Figure 10-3. Pivot table with missing columns showing
Using a RIGHT OUTER JOIN ensures that the locations that do not have any data still show up in the pivot table.
Now consider the severity values. The output in Figure 10-3 includes Minor, Medium, and Major severity levels. But a severity level of Mega is also a possibility; it happens that no Mega event is in this particular data set. If you want to include Mega in your output, another RIGHT OUTER JOIN will not work.
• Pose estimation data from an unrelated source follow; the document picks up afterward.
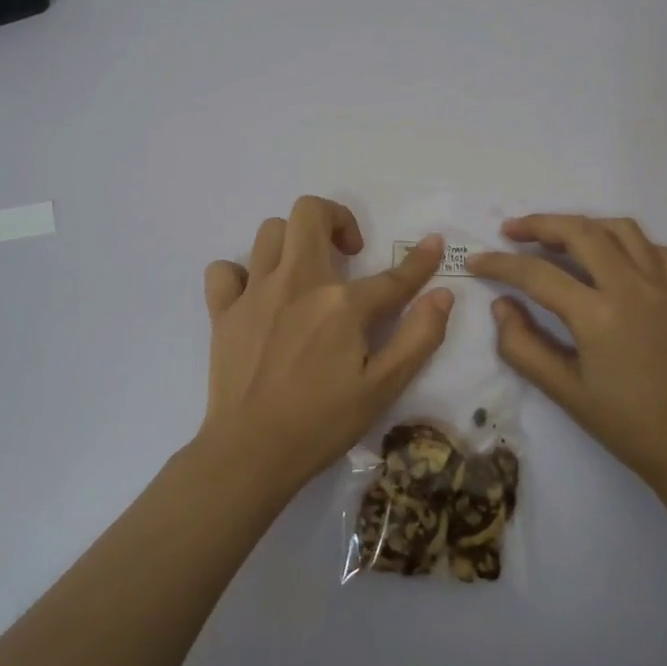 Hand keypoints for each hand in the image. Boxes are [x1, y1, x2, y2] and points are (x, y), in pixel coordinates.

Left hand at [201, 196, 454, 491]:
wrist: (251, 452)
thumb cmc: (322, 423)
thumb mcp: (384, 388)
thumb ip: (419, 337)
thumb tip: (443, 295)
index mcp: (341, 304)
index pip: (392, 276)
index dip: (420, 261)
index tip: (433, 244)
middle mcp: (297, 283)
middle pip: (310, 212)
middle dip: (335, 219)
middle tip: (347, 252)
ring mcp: (255, 293)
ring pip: (270, 231)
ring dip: (294, 241)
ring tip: (306, 272)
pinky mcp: (223, 311)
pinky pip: (225, 270)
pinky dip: (241, 274)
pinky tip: (257, 296)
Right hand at [469, 214, 666, 494]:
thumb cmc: (625, 424)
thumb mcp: (563, 392)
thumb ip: (523, 346)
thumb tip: (502, 306)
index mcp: (598, 314)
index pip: (537, 274)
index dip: (500, 264)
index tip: (475, 261)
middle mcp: (630, 287)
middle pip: (580, 232)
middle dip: (540, 224)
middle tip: (510, 231)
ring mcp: (659, 286)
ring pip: (619, 229)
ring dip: (582, 224)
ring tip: (555, 236)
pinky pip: (651, 249)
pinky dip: (624, 240)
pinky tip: (607, 255)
Look at what happens if you simply RIGHT OUTER JOIN the severity table (the severity table includes all four rows: Minor, Medium, Major, and Mega):
mysql> SELECT seq, severity.id AS severity -> , location.id AS location -> , cause -> FROM incident RIGHT OUTER JOIN location -> ON (location=location.id) -> RIGHT OUTER JOIN severity -> ON (severity=severity.id) -> ; +------+----------+----------+----------+ | seq | severity | location | cause | +------+----------+----------+----------+ | 1 | Major | North | Accident | | 2 | Medium | North | Fraud | | NULL | Mega | NULL | NULL | | 3 | Minor | South | Fraud | | 4 | Minor | South | Accident | | 5 | Minor | West | Accident | +------+----------+----------+----------+ 6 rows in set
You now have the Mega severity level included as required. But you have lost the locations East and Central. The first JOIN included the missing locations, with a NULL value in the severity column. The second RIGHT OUTER JOIN strips these rows out because a NULL in the left result set will not make it through the right join.
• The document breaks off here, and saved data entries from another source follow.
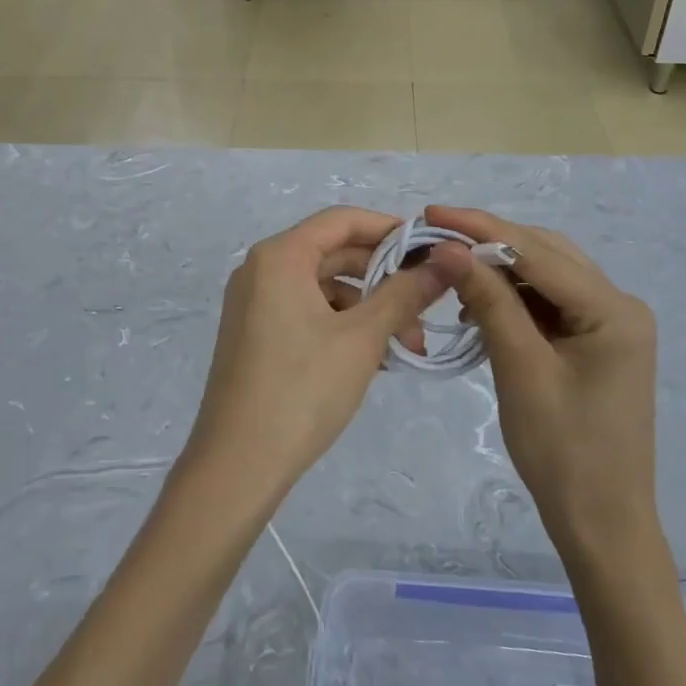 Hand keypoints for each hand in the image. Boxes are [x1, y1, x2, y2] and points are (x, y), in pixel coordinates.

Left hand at [184, 207, 469, 508]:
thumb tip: (446, 263)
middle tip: (427, 305)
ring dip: (368, 309)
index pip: (342, 220)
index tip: (430, 250)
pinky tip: (376, 357)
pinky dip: (343, 326)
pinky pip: (308, 312)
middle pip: (334, 254)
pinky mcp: (256, 334)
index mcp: (279, 256)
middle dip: (384, 279)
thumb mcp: (362, 338)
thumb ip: (404, 293)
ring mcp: (255, 303)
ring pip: (324, 288)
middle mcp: (261, 269)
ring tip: (406, 347)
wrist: (238, 465)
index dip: (389, 229)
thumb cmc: (302, 389)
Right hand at [424, 205, 660, 557]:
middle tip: (436, 236)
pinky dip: (513, 298)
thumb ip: (489, 300)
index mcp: (613, 309)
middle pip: (546, 254)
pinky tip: (480, 305)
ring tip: (452, 272)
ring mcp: (610, 324)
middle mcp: (619, 305)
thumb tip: (448, 248)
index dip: (481, 228)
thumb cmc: (563, 452)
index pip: (537, 252)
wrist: (601, 523)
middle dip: (490, 242)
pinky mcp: (595, 341)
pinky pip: (549, 303)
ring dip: (500, 270)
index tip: (432, 214)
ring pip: (546, 275)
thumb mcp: (520, 369)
A FULL OUTER JOIN (available in SQL Server, Oracle, and PostgreSQL) will solve your problems. The FULL OUTER JOIN will include rows that have a NULL in the JOIN column in either of the tables being joined. Replacing the RIGHT OUTER JOIN with FULL OUTER JOIN in the preceding example produces all eight rows required.
Here is the FULL OUTER JOIN working with all four tables. Also included is the missing cause. The Process value is a possible cause that happened to not show up in the incident table:
SQL> SELECT seq, severity.id AS severity 2 , location.id AS location 3 , cause.id AS cause 4 FROM incident FULL OUTER JOIN location 5 ON (location=location.id) 6 FULL OUTER JOIN severity 7 ON (severity=severity.id) 8 FULL OUTER JOIN cause 9 ON (cause =cause.id); SEQ SEVERITY LOCATION CAUSE --- ---------- ---------- ---------- 1 Major North Accident 2 Medium North Fraud 3 Minor South Fraud 4 Minor South Accident 5 Minor West Accident East Central Mega Process 9 rows selected.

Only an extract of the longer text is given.